On May 6, 1844, Murphy and his sons gathered a wagon train to move to California; made up of the Stephenson family, Townsend family and the Murphy family, called the Stephens–Townsend–Murphy Party. The Murphy family had twenty-three members on the wagon train, it was the largest family participating. It was the first to cross the Sierra Nevada in 1844.

== California ==

In 1846, he purchased the 9000 acre Rancho Ojo del Agua de la Coche in present-day Santa Clara County, California, where he remained for the rest of his life. The land encompassed present-day Los Altos, Sunnyvale, and south as far as Morgan Hill. Murphy founded the small town of San Martin, California in Santa Clara County, where he had built a Catholic church and lived.

Murphy Sr. died on March 17, 1865, at his daughter Margaret's house in San Jose, California. His remains were moved on March 18th, and he was followed by 101 horse carriages in a procession. He is buried at Santa Clara Mission Cemetery. After his death, his vast land was portioned, and inherited by his children.

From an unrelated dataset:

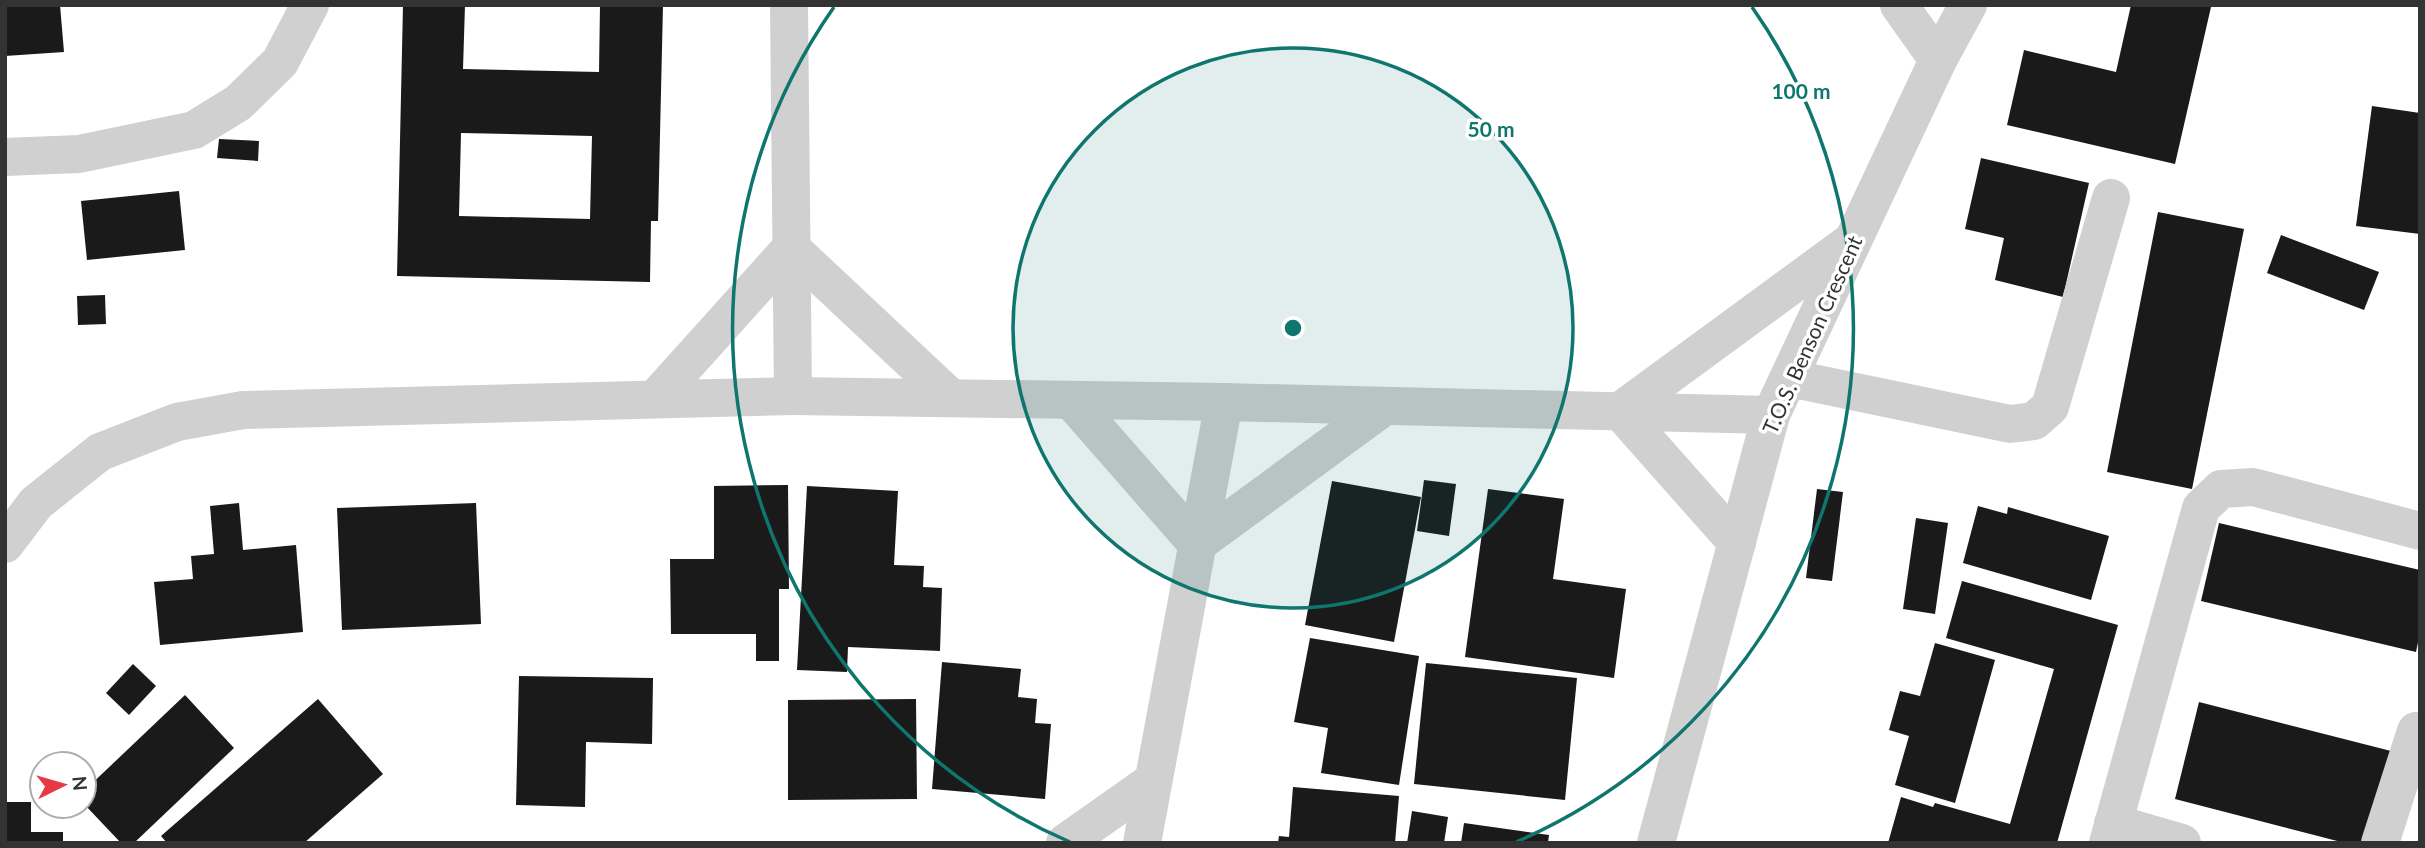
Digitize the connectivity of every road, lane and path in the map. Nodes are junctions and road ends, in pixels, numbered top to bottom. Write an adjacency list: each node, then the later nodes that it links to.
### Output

A historical marker dedicated to the Murphy family is located in San Martin, California, and was erected by the Santa Clara County Parks Department.

Five of the Murphy family members served in the California legislature: Patrick W. Murphy, Bernard D. Murphy, John C. Murphy, J. E. Murphy, and R. W. Murphy. The family were the subject of Marjorie Pierce's book, The Martin Murphy Family Saga (2000); and the PBS documentary film, The Forgotten Journey (2021), produced by John Krizek.